Arkansas courts have applied the principles articulated in Petit Jean to a variety of circumstances. In Petit Jean, the Arkansas Supreme Court reasoned that an electrical cooperative that hired a construction company to rebuild electrical lines had no duty “to isolate or de-energize its lines or to warn employees of [the] electrical contractor that the work as contracted for would be dangerous if not done properly.” Petit Jean Electric Co–op., 606 S.W.2d at 68. The Arkansas Supreme Court reaffirmed its Petit Jean holding in Stoltze, rejecting the plaintiff's attempt to distinguish Petit Jean by claiming that he was not qualified to work around energized electrical lines. See Stoltze v. Ark. Valley Elec. Co–op., 354 Ark. 601, 127 S.W.3d 466, 476–77 (2003). The court reasoned that the plaintiff's employer, an independent contractor hired by the defendant, retained the responsibility to inform the plaintiff of the dangers involved with the plaintiff's line of work. See id. Arkansas courts have applied the Petit Jean standard to risks other than those associated with electricity, including the risk that a roofer would fall through a skylight, see D.B. Griffin Warehouse, Inc. v. Sanders ( Griffin II ), 349 Ark. 94, 76 S.W.3d 254, 261–62 (2002); Crenshaw v. Ark. Warehouse, Inc., 2010 Ark. App. 612, 379 S.W.3d 515, 516–17 (2010), and the risk that a commercial painter would be hit by a car when painting an entrance to a residential subdivision, see Culhane v. Oxford Ridge, LLC, 2009 Ark. App. 734, 362 S.W.3d 325, 327, 329–30 (2009).

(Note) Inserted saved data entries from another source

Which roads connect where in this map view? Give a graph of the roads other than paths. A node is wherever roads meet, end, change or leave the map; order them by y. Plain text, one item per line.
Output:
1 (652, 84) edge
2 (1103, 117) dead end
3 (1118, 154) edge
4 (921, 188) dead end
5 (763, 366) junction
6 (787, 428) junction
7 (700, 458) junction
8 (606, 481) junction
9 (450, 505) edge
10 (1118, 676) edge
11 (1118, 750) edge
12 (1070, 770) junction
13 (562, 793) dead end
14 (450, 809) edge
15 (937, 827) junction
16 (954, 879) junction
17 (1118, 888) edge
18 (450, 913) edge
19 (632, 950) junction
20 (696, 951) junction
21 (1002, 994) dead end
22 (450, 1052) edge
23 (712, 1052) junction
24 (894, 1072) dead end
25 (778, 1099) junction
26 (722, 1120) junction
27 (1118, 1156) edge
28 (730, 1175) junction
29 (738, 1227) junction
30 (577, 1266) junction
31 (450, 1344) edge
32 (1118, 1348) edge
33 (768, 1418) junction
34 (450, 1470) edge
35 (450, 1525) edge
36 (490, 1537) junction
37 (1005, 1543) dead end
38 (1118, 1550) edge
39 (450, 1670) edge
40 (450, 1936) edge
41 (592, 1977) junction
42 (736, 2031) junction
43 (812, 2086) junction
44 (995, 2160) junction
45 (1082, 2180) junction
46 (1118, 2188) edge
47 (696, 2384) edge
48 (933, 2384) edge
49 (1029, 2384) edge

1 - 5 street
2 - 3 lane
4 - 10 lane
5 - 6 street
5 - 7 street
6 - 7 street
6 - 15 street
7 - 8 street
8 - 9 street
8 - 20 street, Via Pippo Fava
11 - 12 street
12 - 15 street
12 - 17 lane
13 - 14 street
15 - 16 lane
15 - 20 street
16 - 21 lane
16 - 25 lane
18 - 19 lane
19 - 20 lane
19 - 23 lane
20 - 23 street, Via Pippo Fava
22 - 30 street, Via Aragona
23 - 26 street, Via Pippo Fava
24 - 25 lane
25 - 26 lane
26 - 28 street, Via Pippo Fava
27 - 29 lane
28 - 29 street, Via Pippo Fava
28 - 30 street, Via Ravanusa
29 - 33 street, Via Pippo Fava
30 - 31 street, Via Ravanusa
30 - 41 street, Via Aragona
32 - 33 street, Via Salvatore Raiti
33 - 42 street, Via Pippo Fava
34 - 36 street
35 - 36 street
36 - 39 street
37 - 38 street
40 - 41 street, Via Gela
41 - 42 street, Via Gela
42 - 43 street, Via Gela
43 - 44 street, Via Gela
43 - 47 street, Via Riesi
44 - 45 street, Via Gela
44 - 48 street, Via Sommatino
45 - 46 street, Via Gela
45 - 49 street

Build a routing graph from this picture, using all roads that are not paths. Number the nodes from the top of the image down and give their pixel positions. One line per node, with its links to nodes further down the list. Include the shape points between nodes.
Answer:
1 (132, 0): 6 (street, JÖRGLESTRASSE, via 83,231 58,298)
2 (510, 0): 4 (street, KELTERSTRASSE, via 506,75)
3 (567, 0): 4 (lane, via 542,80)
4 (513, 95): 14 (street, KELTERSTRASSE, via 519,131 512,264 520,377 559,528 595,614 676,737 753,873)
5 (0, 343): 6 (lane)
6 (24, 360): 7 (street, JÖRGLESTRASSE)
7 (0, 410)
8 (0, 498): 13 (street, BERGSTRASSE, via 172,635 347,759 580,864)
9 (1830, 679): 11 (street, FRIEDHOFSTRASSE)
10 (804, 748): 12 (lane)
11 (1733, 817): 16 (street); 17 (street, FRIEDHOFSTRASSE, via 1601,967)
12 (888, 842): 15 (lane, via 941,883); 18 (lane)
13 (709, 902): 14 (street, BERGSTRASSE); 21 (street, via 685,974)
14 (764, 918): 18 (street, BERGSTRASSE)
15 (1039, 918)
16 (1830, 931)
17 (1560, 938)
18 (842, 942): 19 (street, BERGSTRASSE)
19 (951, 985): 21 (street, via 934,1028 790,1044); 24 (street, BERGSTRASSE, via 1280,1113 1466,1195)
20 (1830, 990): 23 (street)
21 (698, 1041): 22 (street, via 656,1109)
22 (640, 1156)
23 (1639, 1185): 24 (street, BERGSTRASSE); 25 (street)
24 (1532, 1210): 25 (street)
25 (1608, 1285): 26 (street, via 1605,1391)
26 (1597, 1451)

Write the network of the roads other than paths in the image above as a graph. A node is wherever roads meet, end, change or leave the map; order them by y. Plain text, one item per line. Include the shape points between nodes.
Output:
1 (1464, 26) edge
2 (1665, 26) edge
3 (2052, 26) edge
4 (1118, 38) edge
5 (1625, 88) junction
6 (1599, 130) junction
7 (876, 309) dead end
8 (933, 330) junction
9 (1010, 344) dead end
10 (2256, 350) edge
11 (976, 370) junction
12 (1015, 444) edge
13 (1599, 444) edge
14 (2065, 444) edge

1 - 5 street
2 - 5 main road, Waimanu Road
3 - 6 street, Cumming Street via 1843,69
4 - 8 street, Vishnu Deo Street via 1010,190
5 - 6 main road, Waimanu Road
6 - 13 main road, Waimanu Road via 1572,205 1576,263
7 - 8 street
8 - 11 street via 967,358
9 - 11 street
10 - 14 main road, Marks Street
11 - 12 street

The plaintiffs contend that the standards articulated in Petit Jean do not apply to this appeal because (1) OMLP had no formal, written contract with American Greetings and (2) Federal and Arkansas regulations have imposed an alternative standard of care on American Greetings. We disagree.

First, Petit Jean applies to this case despite the absence of a written contract. The plaintiffs attempt to distinguish this case from Petit Jean and...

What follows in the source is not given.